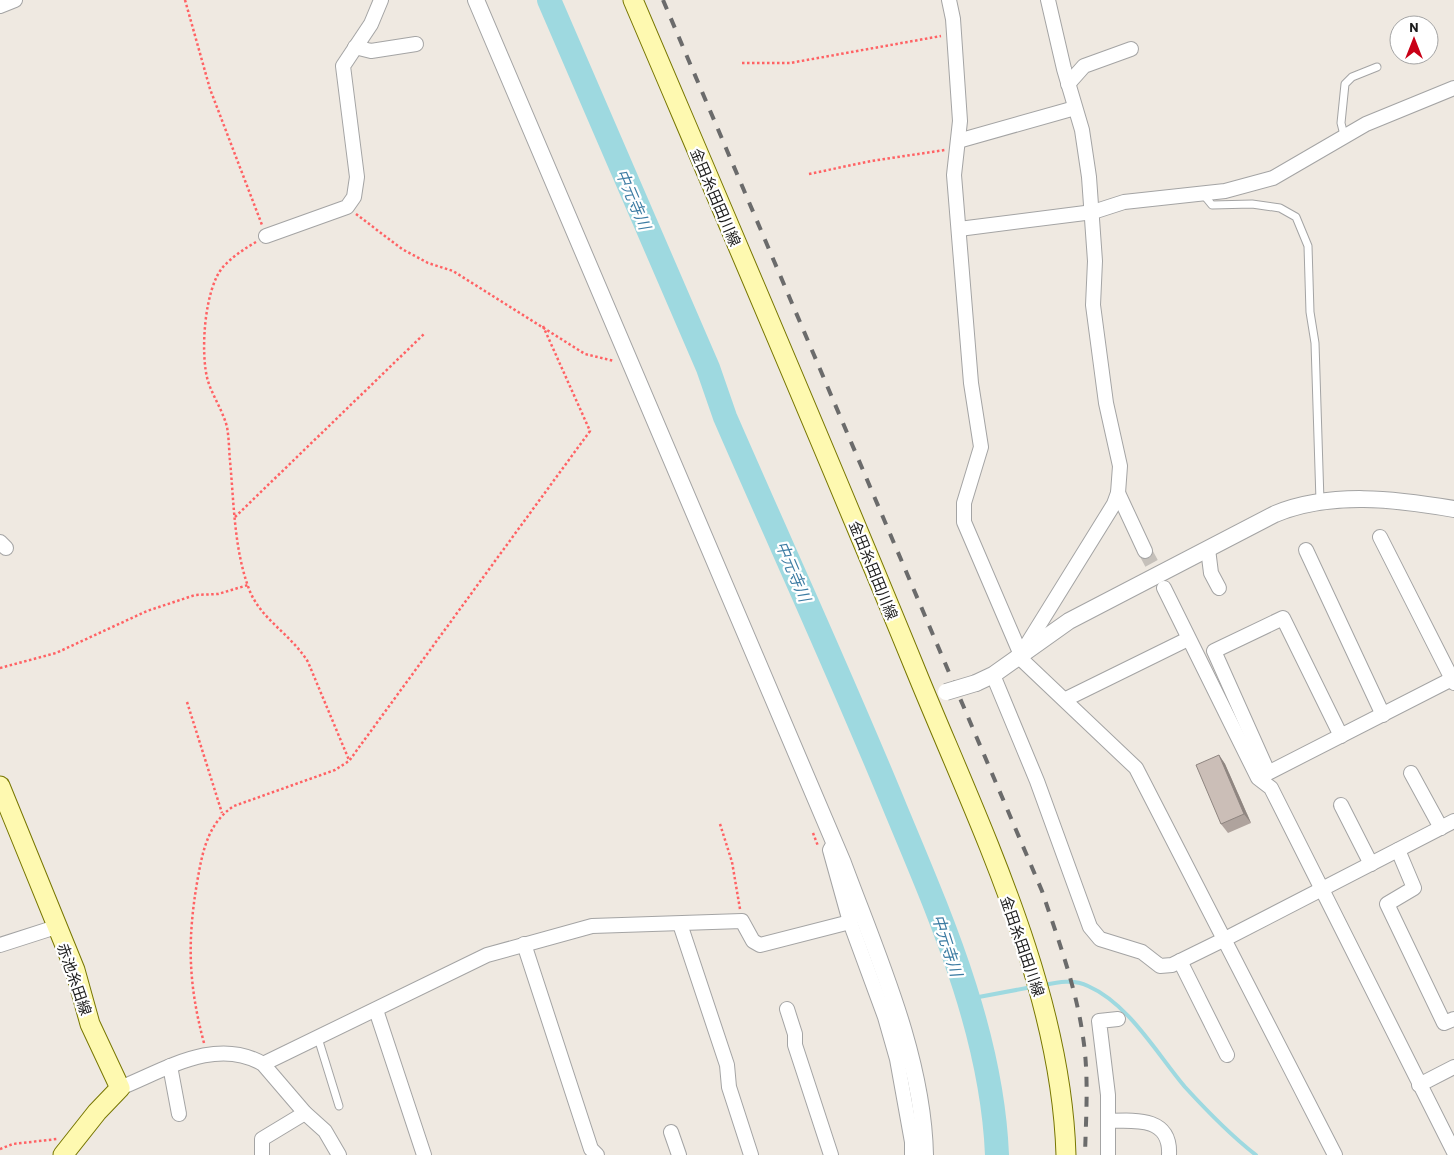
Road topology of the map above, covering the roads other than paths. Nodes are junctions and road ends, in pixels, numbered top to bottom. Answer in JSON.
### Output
{"nodes":[{"id":1,"x":15,"y":0,"type":"edge"},
{"id":2,"x":476,"y":0,"type":"edge"},
{"id":3,"x":632,"y":0,"type":"edge"},
{"id":4,"x":949,"y":0,"type":"edge"},
{"id":5,"x":1048,"y":0,"type":"edge"},
{"id":6,"x":376,"y":3,"type":"edge"},
{"id":7,"x":0,"y":6,"type":"edge"},
{"id":8,"x":416,"y":44,"type":"dead end"},
{"id":9,"x":355,"y":47,"type":"junction"},
{"id":10,"x":1131,"y":49,"type":"dead end"},
{"id":11,"x":1377,"y":67,"type":"dead end"},
{"id":12,"x":1068,"y":84,"type":"junction"},
{"id":13,"x":1454,"y":88,"type":"edge"},
{"id":14,"x":1075,"y":108,"type":"junction"},
{"id":15,"x":1344,"y":135,"type":"junction"},
{"id":16,"x":957,"y":145,"type":"junction"},
{"id":17,"x":1202,"y":192,"type":"junction"},
{"id":18,"x":1093,"y":212,"type":"junction"},
{"id":19,"x":959,"y":229,"type":"junction"},
{"id":20,"x":266,"y":236,"type":"road end"},
{"id":21,"x":1118,"y":493,"type":"junction"},
{"id":22,"x":1320,"y":501,"type":"junction"},
{"id":23,"x":1454,"y":508,"type":"edge"},
{"id":24,"x":1380,"y":537,"type":"dead end"},
{"id":25,"x":1208,"y":550,"type":"junction"},
{"id":26,"x":1306,"y":550,"type":"dead end"},
{"id":27,"x":1145,"y":551,"type":"tunnel mouth"},
{"id":28,"x":1164,"y":588,"type":"tunnel mouth"},
{"id":29,"x":1219,"y":588,"type":"dead end"},
{"id":30,"x":1188,"y":639,"type":"junction"},
{"id":31,"x":1021,"y":654,"type":"junction"},
{"id":32,"x":993,"y":675,"type":"junction"},
{"id":33,"x":1453,"y":680,"type":"edge"},
{"id":34,"x":927,"y":698,"type":"junction"},
{"id":35,"x":1066,"y":700,"type":"junction"},
{"id":36,"x":1383,"y":715,"type":"junction"},
{"id":37,"x":1341,"y":736,"type":"junction"},
{"id":38,"x":1411,"y":773,"type":"dead end"},
{"id":39,"x":1263,"y":775,"type":"junction"},
{"id":40,"x":0,"y":786,"type":"edge"},
{"id":41,"x":1341,"y":804,"type":"dead end"},
{"id":42,"x":1454,"y":822,"type":"edge"},
{"id":43,"x":1441,"y":828,"type":"junction"},
{"id":44,"x":835,"y":843,"type":"junction"},
{"id":45,"x":1398,"y":850,"type":"junction"},
{"id":46,"x":1371,"y":864,"type":"junction"},
{"id":47,"x":1321,"y":890,"type":"junction"},
{"id":48,"x":850,"y":922,"type":"junction"},
{"id":49,"x":680,"y":924,"type":"junction"},
{"id":50,"x":56,"y":927,"type":"junction"},
{"id":51,"x":1225,"y":940,"type":"junction"},
{"id":52,"x":524,"y":944,"type":"junction"},
{"id":53,"x":0,"y":945,"type":"edge"},
{"id":54,"x":1180,"y":961,"type":"junction"},
{"id":55,"x":786,"y":1009,"type":"dead end"},
{"id":56,"x":376,"y":1010,"type":"junction"},
{"id":57,"x":1118,"y":1019,"type":"dead end"},
{"id":58,"x":1454,"y":1019,"type":"edge"},
{"id":59,"x":318,"y":1038,"type":"junction"},
{"id":60,"x":1227,"y":1055,"type":"dead end"},
{"id":61,"x":263,"y":1064,"type":"junction"},
{"id":62,"x":170,"y":1066,"type":"junction"},
{"id":63,"x":1454,"y":1066,"type":"edge"},
{"id":64,"x":1418,"y":1085,"type":"junction"},
{"id":65,"x":120,"y":1088,"type":"junction"},
{"id":66,"x":339,"y":1106,"type":"dead end"},
{"id":67,"x":305,"y":1113,"type":"junction"},
{"id":68,"x":179,"y":1114,"type":"dead end"},
{"id":69,"x":1108,"y":1121,"type":"junction"},
{"id":70,"x":671,"y":1132,"type":"dead end"},
{"id":71,"x":67,"y":1149,"type":"edge"},
{"id":72,"x":1454,"y":1152,"type":"edge"},
{"id":73,"x":262,"y":1155,"type":"edge"},
{"id":74,"x":338,"y":1155,"type":"edge"},
{"id":75,"x":424,"y":1155,"type":"edge"},
{"id":76,"x":596,"y":1155,"type":"edge"},
{"id":77,"x":679,"y":1155,"type":"edge"},
{"id":78,"x":751,"y":1155,"type":"edge"},
{"id":79,"x":831,"y":1155,"type":"edge"},
{"id":80,"x":912,"y":1155,"type":"edge"},
{"id":81,"x":926,"y":1155,"type":"edge"},
{"id":82,"x":1066,"y":1155,"type":"edge"},
{"id":83,"x":1108,"y":1155,"type":"edge"},
{"id":84,"x":1169,"y":1155,"type":"edge"},
{"id":85,"x":1335,"y":1155,"type":"edge"}],
"edges":[{"from":1,"to":7,"type":"street"},
{"from":2,"to":44,"type":"street"},
{"from":3,"to":34,"type":"main road","name":"金田糸田田川線"},
{"from":4,"to":16,"type":"street"},
{"from":5,"to":12,"type":"street"},
{"from":6,"to":9,"type":"street"},
{"from":8,"to":9,"type":"street"},
{"from":9,"to":20,"type":"street"},
{"from":10,"to":12,"type":"street"},
{"from":11,"to":15,"type":"lane"},
{"from":12,"to":14,"type":"street"},
{"from":13,"to":15,"type":"street"},
{"from":14,"to":16,"type":"street"},
{"from":14,"to":18,"type":"street"},
{"from":15,"to":17,"type":"street"},
{"from":16,"to":19,"type":"street"},
{"from":17,"to":18,"type":"street"},
{"from":17,"to":22,"type":"lane"},
{"from":18,"to":19,"type":"street"},
{"from":18,"to":21,"type":"street"},
{"from":19,"to":31,"type":"street"},
{"from":21,"to":27,"type":"street"},
{"from":21,"to":31,"type":"street"},
{"from":22,"to":23,"type":"street"},
{"from":22,"to":25,"type":"street"},
{"from":24,"to":33,"type":"street"},
{"from":25,"to":29,"type":"street"},
{"from":25,"to":31,"type":"street"},
{"from":26,"to":36,"type":"street"},
{"from":28,"to":30,"type":"street"},
{"from":30,"to":35,"type":"street"},
{"from":30,"to":39,"type":"street"},
{"from":31,"to":32,"type":"street"},
{"from":31,"to":35,"type":"street"},
{"from":32,"to":34,"type":"street","bridge":true},
{"from":32,"to":54,"type":"street"},
{"from":33,"to":36,"type":"street"},
{"from":34,"to":82,"type":"main road","name":"金田糸田田川線"},
{"from":35,"to":51,"type":"street"},
{"from":36,"to":37,"type":"street"},
{"from":37,"to":39,"type":"street"},
{"from":37,"to":39,"type":"street"},
{"from":38,"to":43,"type":"street"},
{"from":39,"to":47,"type":"street"},
{"from":40,"to":50,"type":"main road","name":"赤池糸田線"},
{"from":41,"to":46,"type":"street"},
{"from":42,"to":43,"type":"street"},
{"from":43,"to":45,"type":"street"},
{"from":44,"to":48,"type":"street"},
{"from":44,"to":81,"type":"street"},
{"from":45,"to":46,"type":"street"},
{"from":45,"to":58,"type":"street"},
{"from":46,"to":47,"type":"street"},
{"from":47,"to":51,"type":"street"},
{"from":47,"to":64,"type":"street"},
{"from":48,"to":49,"type":"street"},
{"from":48,"to":80,"type":"street"},
{"from":49,"to":52,"type":"street"},
{"from":49,"to":78,"type":"street"},
{"from":50,"to":53,"type":"street"},
{"from":50,"to":65,"type":"main road","name":"赤池糸田線"},
{"from":51,"to":54,"type":"street"},
{"from":51,"to":85,"type":"street"},
{"from":52,"to":56,"type":"street"},
{"from":52,"to":76,"type":"street"},
{"from":54,"to":60,"type":"street"},
{"from":55,"to":79,"type":"street"},
{"from":56,"to":59,"type":"street"},
{"from":56,"to":75,"type":"street"},
{"from":57,"to":69,"type":"street"},
{"from":59,"to":61,"type":"street"},
{"from":59,"to":66,"type":"lane"},
{"from":61,"to":62,"type":"street"},
{"from":61,"to":67,"type":"street"},
{"from":62,"to":65,"type":"street"},
{"from":62,"to":68,"type":"street"},
{"from":63,"to":64,"type":"street"},
{"from":64,"to":72,"type":"street"},
{"from":65,"to":71,"type":"main road"},
{"from":67,"to":73,"type":"street"},
{"from":67,"to":74,"type":"street"},
{"from":69,"to":83,"type":"street"},
{"from":69,"to":84,"type":"street"},
{"from":70,"to":77,"type":"street"}]}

- _About this exercise_: Scan the records above for the word "tunnel" and return every line where it occurs.

- _Solution to this exercise_:
{"id":27,"x":1145,"y":551,"type":"tunnel mouth"},
{"id":28,"x":1164,"y":588,"type":"tunnel mouth"},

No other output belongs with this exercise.